Records supplied:
+++
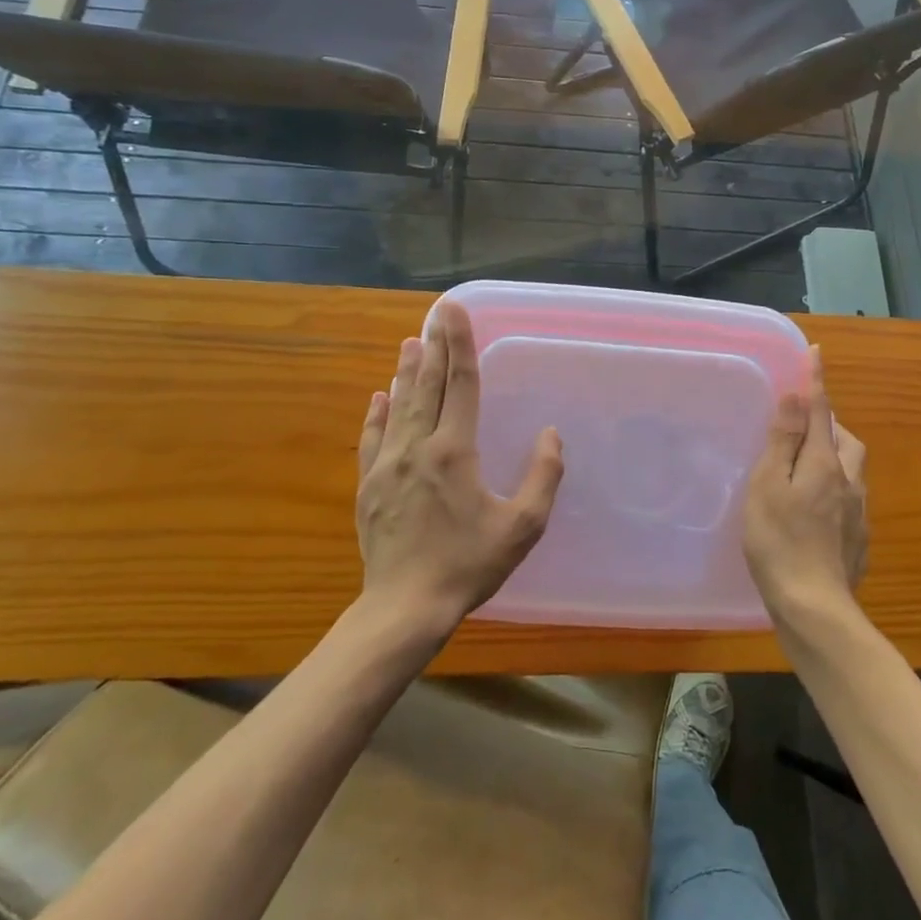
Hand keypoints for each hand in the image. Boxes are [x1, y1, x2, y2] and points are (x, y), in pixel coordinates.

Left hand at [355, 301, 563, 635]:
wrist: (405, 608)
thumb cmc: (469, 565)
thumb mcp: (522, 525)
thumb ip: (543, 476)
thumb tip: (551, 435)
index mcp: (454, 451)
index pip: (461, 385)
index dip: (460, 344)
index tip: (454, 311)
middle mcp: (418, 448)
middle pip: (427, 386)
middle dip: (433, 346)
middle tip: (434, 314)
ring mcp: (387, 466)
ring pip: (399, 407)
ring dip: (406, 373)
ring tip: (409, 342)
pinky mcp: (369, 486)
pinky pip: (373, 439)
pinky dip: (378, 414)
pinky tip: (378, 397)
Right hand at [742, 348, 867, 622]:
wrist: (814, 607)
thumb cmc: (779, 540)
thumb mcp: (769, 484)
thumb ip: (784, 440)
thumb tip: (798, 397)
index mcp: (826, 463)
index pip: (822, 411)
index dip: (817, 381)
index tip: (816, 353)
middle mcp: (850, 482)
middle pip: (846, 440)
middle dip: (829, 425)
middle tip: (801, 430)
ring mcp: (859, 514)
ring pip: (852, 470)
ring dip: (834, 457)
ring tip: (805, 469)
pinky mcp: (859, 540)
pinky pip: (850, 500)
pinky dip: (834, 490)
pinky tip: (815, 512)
+++
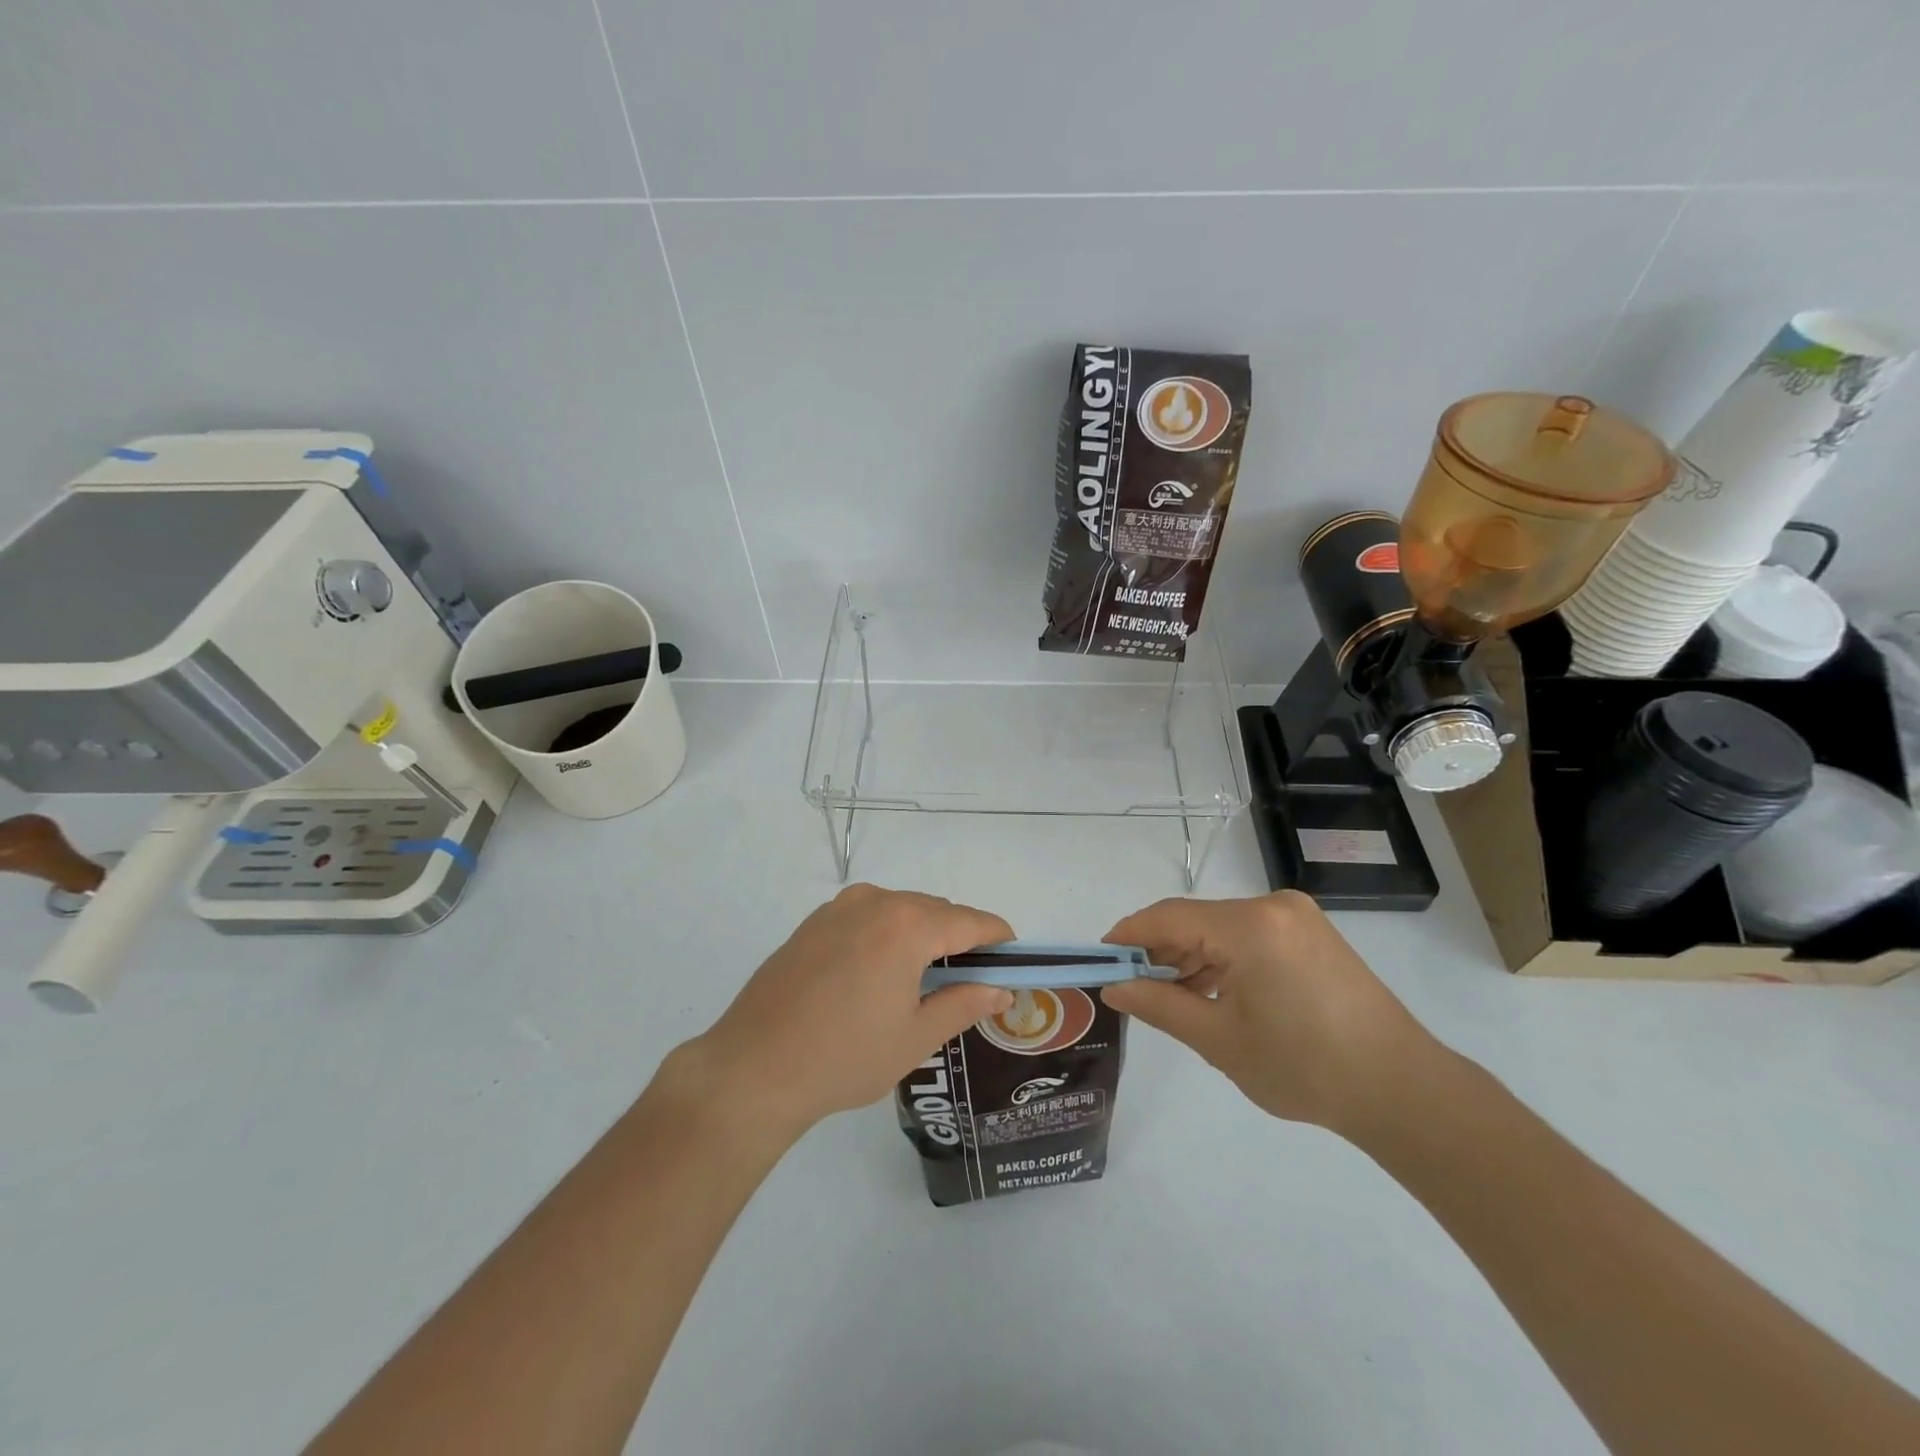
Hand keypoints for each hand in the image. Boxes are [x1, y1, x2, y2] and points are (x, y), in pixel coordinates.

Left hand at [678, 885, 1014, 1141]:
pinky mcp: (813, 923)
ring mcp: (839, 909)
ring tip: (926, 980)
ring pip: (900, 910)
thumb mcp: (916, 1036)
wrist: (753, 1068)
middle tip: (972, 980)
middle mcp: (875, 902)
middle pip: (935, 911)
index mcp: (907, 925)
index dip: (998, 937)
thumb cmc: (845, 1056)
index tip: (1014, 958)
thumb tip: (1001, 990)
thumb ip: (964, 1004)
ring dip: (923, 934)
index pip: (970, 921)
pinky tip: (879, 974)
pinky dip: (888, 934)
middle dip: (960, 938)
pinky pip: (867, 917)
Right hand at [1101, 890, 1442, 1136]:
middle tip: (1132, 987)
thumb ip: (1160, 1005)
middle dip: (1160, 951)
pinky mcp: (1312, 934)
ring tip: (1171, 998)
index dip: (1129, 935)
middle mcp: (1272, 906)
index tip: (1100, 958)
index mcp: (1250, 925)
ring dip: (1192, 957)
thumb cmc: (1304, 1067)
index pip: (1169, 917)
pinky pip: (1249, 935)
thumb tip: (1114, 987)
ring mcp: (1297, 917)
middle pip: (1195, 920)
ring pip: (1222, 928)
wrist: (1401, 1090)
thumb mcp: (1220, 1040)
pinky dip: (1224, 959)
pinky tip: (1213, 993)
+++
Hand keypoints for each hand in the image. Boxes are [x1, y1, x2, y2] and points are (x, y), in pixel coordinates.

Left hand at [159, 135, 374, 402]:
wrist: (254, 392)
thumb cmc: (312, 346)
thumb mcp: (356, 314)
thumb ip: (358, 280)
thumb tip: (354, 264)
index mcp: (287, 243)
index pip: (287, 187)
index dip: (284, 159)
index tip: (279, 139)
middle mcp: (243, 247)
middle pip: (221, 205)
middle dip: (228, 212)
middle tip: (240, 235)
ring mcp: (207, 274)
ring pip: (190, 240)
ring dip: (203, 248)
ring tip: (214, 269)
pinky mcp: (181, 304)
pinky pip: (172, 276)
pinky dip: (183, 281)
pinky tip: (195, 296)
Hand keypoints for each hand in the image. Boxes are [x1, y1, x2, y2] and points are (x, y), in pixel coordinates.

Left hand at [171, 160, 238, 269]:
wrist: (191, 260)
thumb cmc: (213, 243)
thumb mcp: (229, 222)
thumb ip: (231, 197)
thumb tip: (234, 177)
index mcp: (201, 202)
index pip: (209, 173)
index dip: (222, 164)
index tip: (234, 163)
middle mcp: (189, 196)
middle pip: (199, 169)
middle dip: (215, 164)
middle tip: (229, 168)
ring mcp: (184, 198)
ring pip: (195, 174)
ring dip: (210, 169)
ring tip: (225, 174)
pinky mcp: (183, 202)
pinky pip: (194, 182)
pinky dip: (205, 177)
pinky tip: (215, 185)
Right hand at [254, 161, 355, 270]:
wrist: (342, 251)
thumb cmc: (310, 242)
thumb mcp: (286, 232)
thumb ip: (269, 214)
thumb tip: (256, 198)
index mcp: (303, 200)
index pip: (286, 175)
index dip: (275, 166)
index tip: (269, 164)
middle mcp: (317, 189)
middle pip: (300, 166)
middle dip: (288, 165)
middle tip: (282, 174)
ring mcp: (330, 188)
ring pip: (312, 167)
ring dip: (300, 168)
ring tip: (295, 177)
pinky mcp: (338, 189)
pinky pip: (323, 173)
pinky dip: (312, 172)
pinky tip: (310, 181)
+++
Assignment:
Look through the entries and return every line where "Right" appears.

Response to this exercise:
Right hand at [742, 348, 867, 622]:
Right hand at [1101, 890, 1442, 1136]:
Right hand at [254, 161, 355, 270]:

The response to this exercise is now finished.